The United States Department of Energy has awarded $151 million of grants to 37 companies, universities and research institutions through the recently formed Advanced Research Projects Agency-Energy.
AutoTech Daily reported that this week’s awards are for the first round of projects funded under ARPA-E, which is receiving $400 million under the American Recovery and Reinvestment Act.
The initiative aims to support “high-risk, high-reward” energy research to find new solutions for climate change and energy security.
General Motors Co., which will receive $2.7 million to develop technology to convert waste heat from vehicle engines into electricity, was the only automaker named in the program.
Delphi Automotive Systems LLC won $6.7 million under the new DOE program to develop technology to make power delivery from batteries to electric motors 50 percent more efficient. It will work with International Rectifier and Oak Ridge National Laboratory on the project.

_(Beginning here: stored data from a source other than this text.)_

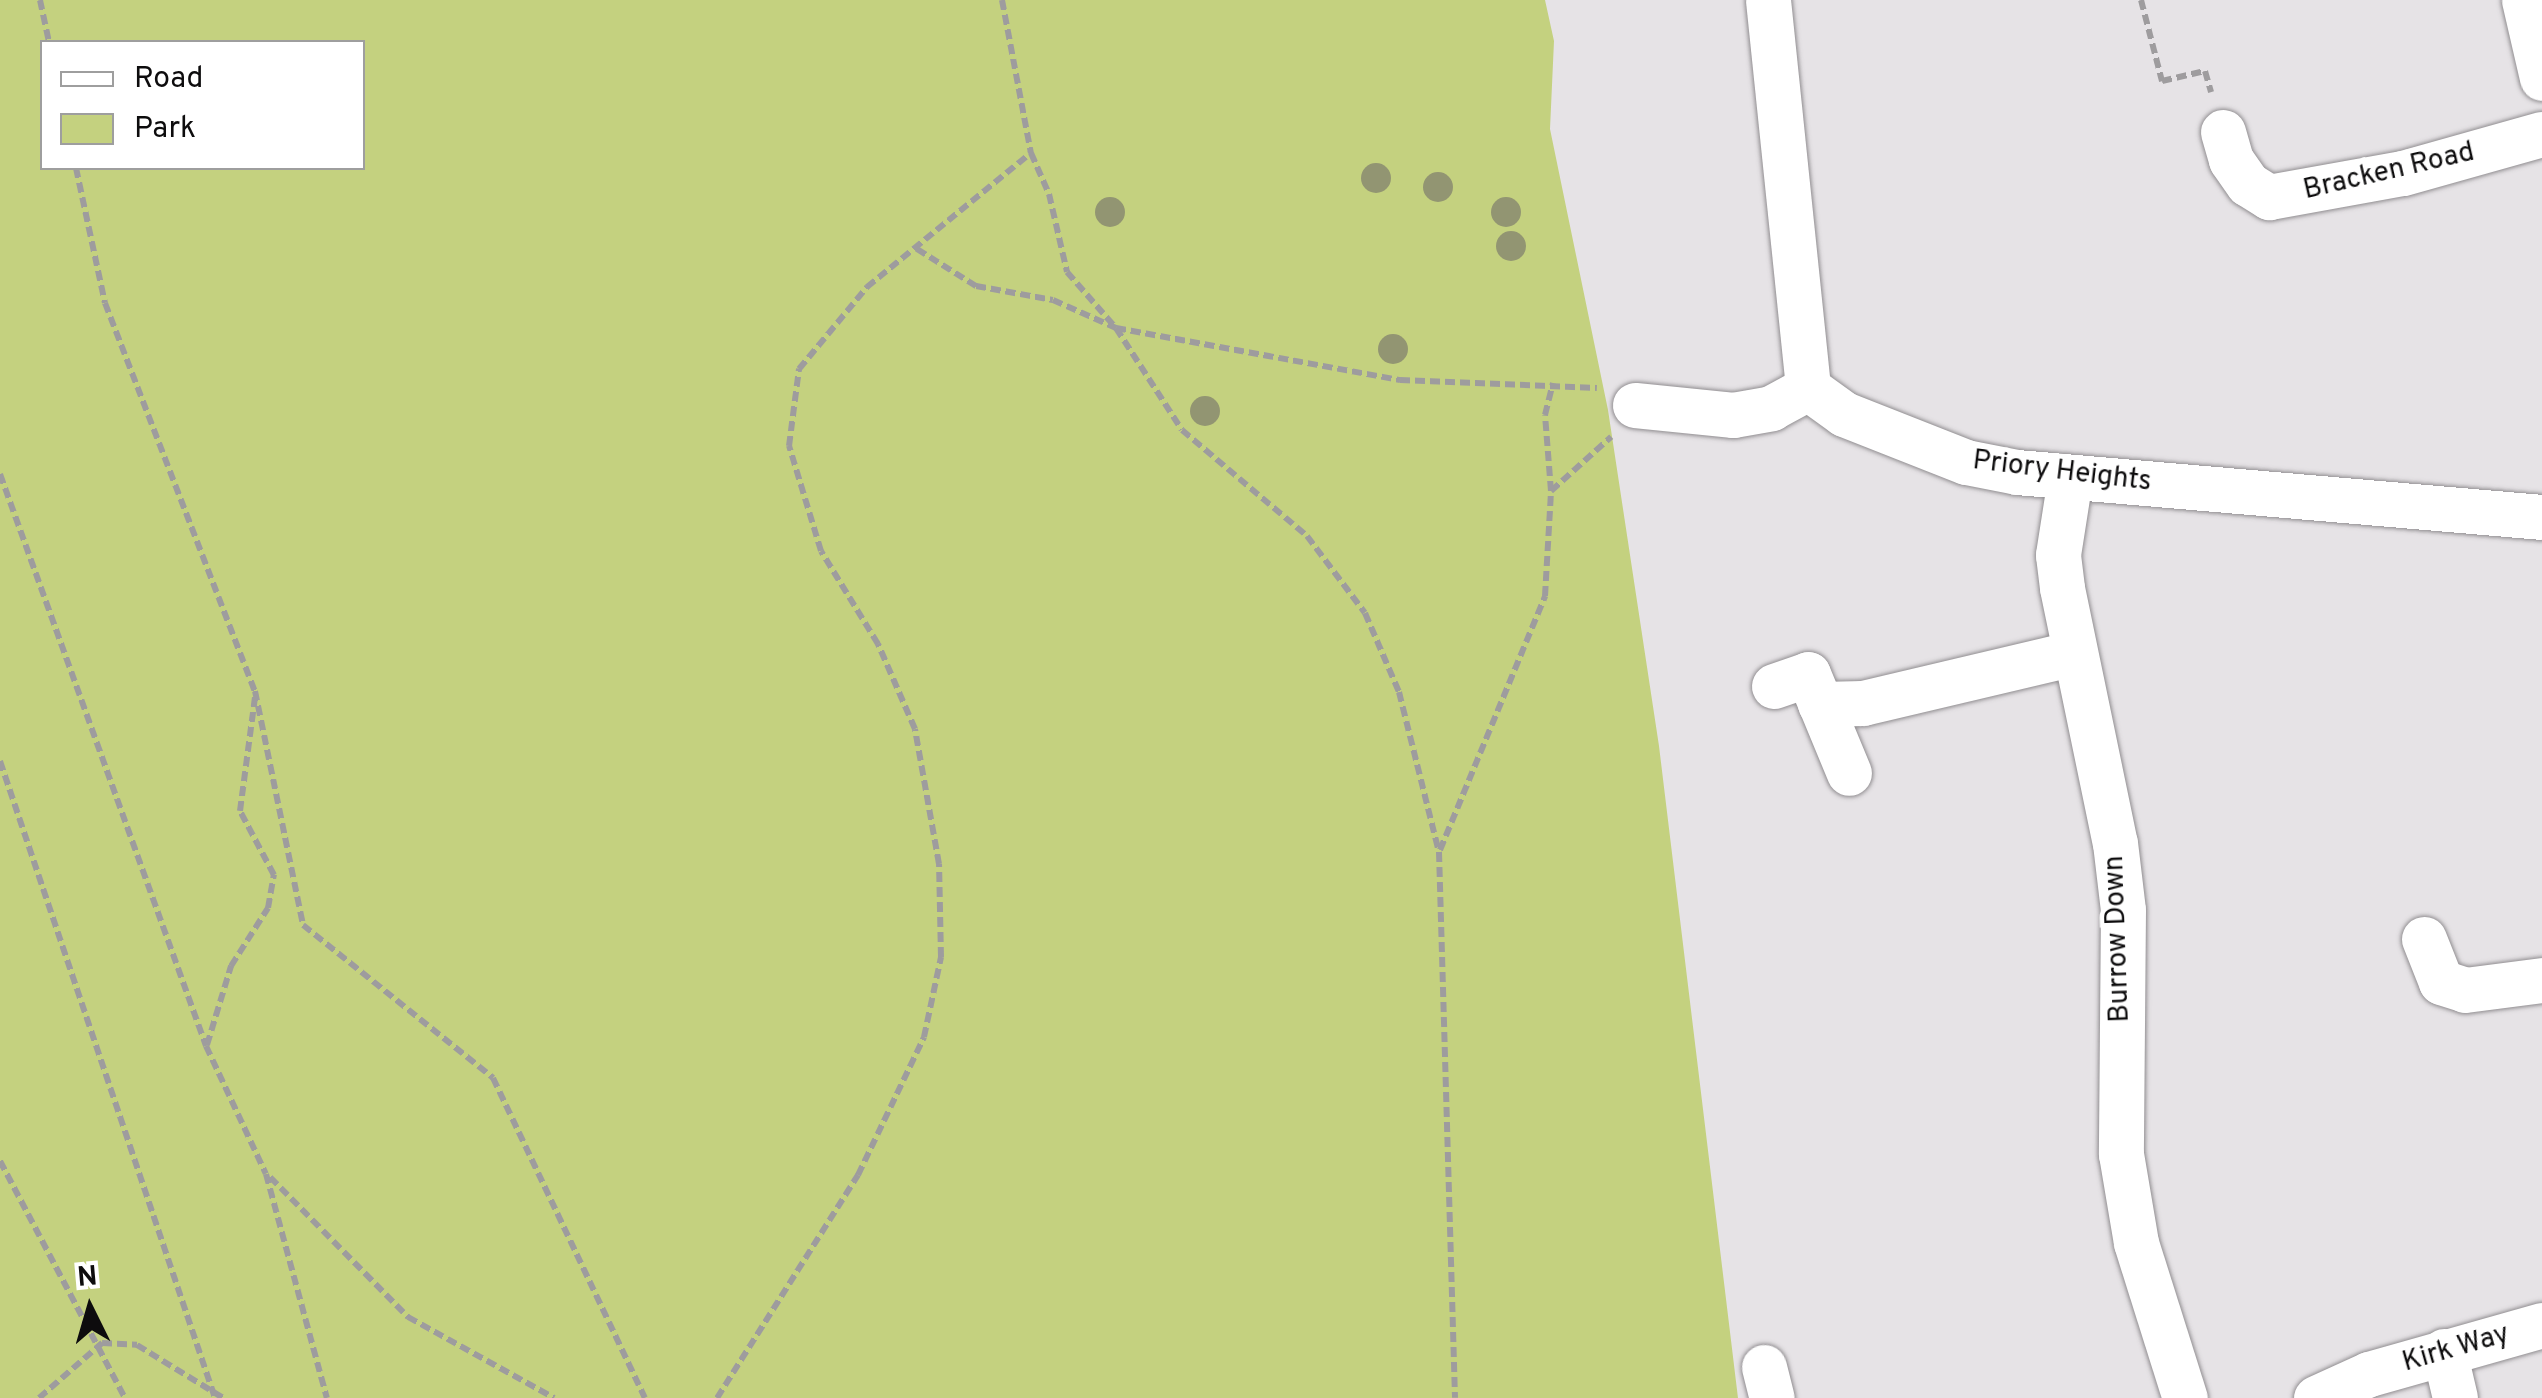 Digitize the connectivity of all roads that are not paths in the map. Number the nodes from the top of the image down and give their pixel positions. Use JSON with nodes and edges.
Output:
{"nodes":[{"id":1,"x":1768,"y":0,"type":"edge"},
{"id":2,"x":2524,"y":0,"type":"edge"},
{"id":3,"x":2541,"y":69,"type":"edge"},
{"id":4,"x":2223,"y":132,"type":"road end"},
{"id":5,"x":2542,"y":134,"type":"edge"},
{"id":6,"x":1808,"y":388,"type":"junction"},
{"id":7,"x":1635,"y":404,"type":"road end"},
{"id":8,"x":2070,"y":478,"type":"junction"},
{"id":9,"x":2542,"y":517,"type":"edge"},
{"id":10,"x":2074,"y":652,"type":"junction"},
{"id":11,"x":1774,"y":686,"type":"dead end"},
{"id":12,"x":1820,"y":704,"type":"junction"},
{"id":13,"x":1850,"y":773,"type":"dead end"},
{"id":14,"x":2424,"y":939,"type":"dead end"},
{"id":15,"x":2542,"y":980,"type":"edge"},
{"id":16,"x":2542,"y":1325,"type":"edge"},
{"id":17,"x":2444,"y":1351,"type":"junction"},
{"id":18,"x":2185,"y":1398,"type":"edge"},
{"id":19,"x":2316,"y":1398,"type":"edge"},
{"id":20,"x":2455,"y":1398,"type":"edge"}],
"edges":[{"from":1,"to":6,"type":"street"},
{"from":2,"to":3,"type":"street"},
{"from":4,"to":5,"type":"street","name":"Bracken Road"},
{"from":6,"to":7,"type":"street"},
{"from":6,"to":8,"type":"street","name":"Priory Heights"},
{"from":8,"to":9,"type":"street","name":"Priory Heights"},
{"from":8,"to":10,"type":"street","name":"Burrow Down"},
{"from":10,"to":12,"type":"street"},
{"from":10,"to":18,"type":"street","name":"Burrow Down"},
{"from":11,"to":12,"type":"street"},
{"from":12,"to":13,"type":"street"},
{"from":14,"to":15,"type":"street"},
{"from":16,"to":17,"type":"street","name":"Kirk Way"},
{"from":17,"to":19,"type":"street","name":"Kirk Way"},
{"from":17,"to":20,"type":"street"}]}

Michigan State University is getting $2.5 million to complete its prototype development of a new gas-fueled electricity generator to replace current backup generator technologies
in plug-in hybrid electric vehicles. Developers say the system is five times more efficient than traditional auto engines in generating electricity and is 20 percent lighter and 30 percent cheaper to manufacture.
GM's project will see the automaker working with HRL Laboratories (co-owned by GM and Boeing); Dynalloy Inc., a Tustin, Calif., manufacturer of shape memory alloys (Flexinol) specially made to be used as actuators; and the GM-University of Michigan Smart Materials Collaborative Research Lab in Ann Arbor to develop new low-hysteresis SMA materials and the prototype system.
When a stretched SMA wire is heated, it shrinks back to its pre-stretched length. As it cools, the material becomes less stiff and can revert to the original shape. The goal is to use these properties to create a heat engine capable of converting heat energy to mechanical or electrical energy. Previous SMA-based heat engines were too large and inefficient to be useful.
GM has published several technical papers about the use of SMA in applications such as latches, the environmental Web site GreenCarCongress notes. Although GM has been evaluating SMA heat engine for waste heat recovery for less than a year, it says the potential is huge. The company estimates that the technology could improve vehicle fuel economy as much as 15 percent by exploiting a temperature differential as small as 15 to 20 degrees Celsius.
As part of the program, the researchers say they need to develop a material for the particular temperature range of the application. Another key is to maintain a low hysteresis level, which has proven difficult with SMAs in the past. Still to be determined is how to cool the device. Air and liquid cooling techniques are being considered.